Our own Heidi Boghosian has written a powerful book on the history of spying, privacy and how public dissent without surveillance is needed in order for a democracy to thrive. The newly published book is titled Spying On Democracy: Government Surveillance, Corporate Power, and Public Resistance and it reveals in detail how the government acquires your information from sources such as telecommunications companies to compile a data base on “persons of interest.” Since ex-CIA staffer Edward Snowden’s release of top secret documents to the Guardian and Washington Post many are now aware of the frequency and scope to which they are being monitored. What this book has unveiled is how your personal consumer data is being gathered, bundled and sold.

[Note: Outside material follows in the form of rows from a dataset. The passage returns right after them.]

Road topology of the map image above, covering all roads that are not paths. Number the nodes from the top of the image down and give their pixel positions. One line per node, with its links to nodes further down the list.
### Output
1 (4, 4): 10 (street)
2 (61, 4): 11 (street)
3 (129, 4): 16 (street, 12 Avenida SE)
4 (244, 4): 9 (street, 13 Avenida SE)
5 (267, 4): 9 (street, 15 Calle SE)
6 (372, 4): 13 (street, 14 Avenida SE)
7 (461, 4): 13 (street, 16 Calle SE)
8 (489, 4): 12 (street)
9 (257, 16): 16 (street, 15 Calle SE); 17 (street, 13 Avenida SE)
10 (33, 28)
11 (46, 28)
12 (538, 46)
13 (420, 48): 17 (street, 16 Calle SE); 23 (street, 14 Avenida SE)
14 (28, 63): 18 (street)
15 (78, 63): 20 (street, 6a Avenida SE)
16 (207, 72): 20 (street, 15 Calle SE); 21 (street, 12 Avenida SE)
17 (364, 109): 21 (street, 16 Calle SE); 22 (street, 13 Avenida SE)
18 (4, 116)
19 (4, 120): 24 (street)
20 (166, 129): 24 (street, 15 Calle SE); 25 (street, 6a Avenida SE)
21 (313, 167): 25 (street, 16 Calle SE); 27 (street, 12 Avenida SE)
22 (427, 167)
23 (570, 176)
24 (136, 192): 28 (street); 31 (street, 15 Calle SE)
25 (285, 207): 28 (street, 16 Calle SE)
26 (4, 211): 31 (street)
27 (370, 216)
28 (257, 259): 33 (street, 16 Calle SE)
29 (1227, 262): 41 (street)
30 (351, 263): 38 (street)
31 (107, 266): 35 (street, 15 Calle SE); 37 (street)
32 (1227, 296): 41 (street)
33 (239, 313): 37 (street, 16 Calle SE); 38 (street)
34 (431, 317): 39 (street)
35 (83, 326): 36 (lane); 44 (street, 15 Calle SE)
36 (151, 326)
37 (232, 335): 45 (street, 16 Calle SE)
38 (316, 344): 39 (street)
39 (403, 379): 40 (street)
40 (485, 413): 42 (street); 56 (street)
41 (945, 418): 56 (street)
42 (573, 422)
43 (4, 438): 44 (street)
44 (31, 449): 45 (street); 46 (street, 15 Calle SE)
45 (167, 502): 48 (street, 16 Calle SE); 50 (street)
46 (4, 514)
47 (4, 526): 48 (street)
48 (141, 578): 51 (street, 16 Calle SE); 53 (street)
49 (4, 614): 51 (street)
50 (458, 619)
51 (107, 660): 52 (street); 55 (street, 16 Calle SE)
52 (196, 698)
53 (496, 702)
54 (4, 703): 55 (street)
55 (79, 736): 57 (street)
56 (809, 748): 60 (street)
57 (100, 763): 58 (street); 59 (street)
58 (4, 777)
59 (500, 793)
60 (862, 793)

The spying, the collecting of phone records, accessing your online activity, all of it is unconstitutional says Heidi Boghosian, co-host of Law and Disorder and the National Lawyers Guild’s Executive Director.

Attorney Heidi Boghosian:

They create dossiers of our spending habits, of our communication habits.
The corporations benefit from this which makes them create more equipment for surveillance and almost makes it impossible for the government to perform traditional government functions because they’re so reliant on corporate partners.
There’s also a revolving door among CEOs of these big companies and high level positions within government intelligence.
The National Lawyers Guild was spied on by the FBI. More than 1000 agents were assigned to us for nearly 3 decades. They rummaged through our members garbage. We had an infiltrator in Washington DC serving as a staff person.
They tried to label us (and failed) as a subversive organization.
The People’s Law Office had also been monitored for years. Apparently across the street from the office an apartment was taken by the FBI who spied on them for their work representing politically active individuals.
With all of this spying, the chilling effect of knowing that you may be spied on, you conversations may be listened to, changes the way you do business.
I’ve always been interested in cooperation between municipal public police and private security organizations.
We’re seeing an entire industry giving birth to Stratfor and other intelligence organizations that exist just to conduct intelligence be it on activists or critics of corporate or government policies, as well as defense contractors beefing up and creating a whole sector of intelligence.
They are in big contracts with the US government.
One of the problems constitutionally is they’re not held as private businesses to the same strictures as the US Constitution as we saw recently with the Hemisphere program revelations. We have our government paying AT&T staff to sit next to drug enforcement officers and go through AT&T’s files that go back 26 years. They’re not overseen by a judge.
My question is how many more agencies of the government are doing this?
They are getting access to this information through what’s called administrative subpoenas.
Many mannequins have small cameras embedded in the eyeballs.
When you’re spying on the fourth estate as its called which is intended to be a watch dog on government you really get to the heart of what democracy is about.
Without a free press, we don’t have any chance of preserving those fundamental freedoms of First Amendment association and the ability to bring our grievances to the government for redress.
A student group working with the Coalition of Immokalee Workers got suspicious because a new member on their listserve started asking questions and they did some research and found she owned her own private security company, in fact she was spying on them for Burger King.
Congress is calling for an investigation for these large data aggragators. Once again, there’s no oversight, there’s no accountability, they go to a variety of sources to gather personal information on us. Some in the public domain, others not.
They have vast troves, electronic dossiers on each of us.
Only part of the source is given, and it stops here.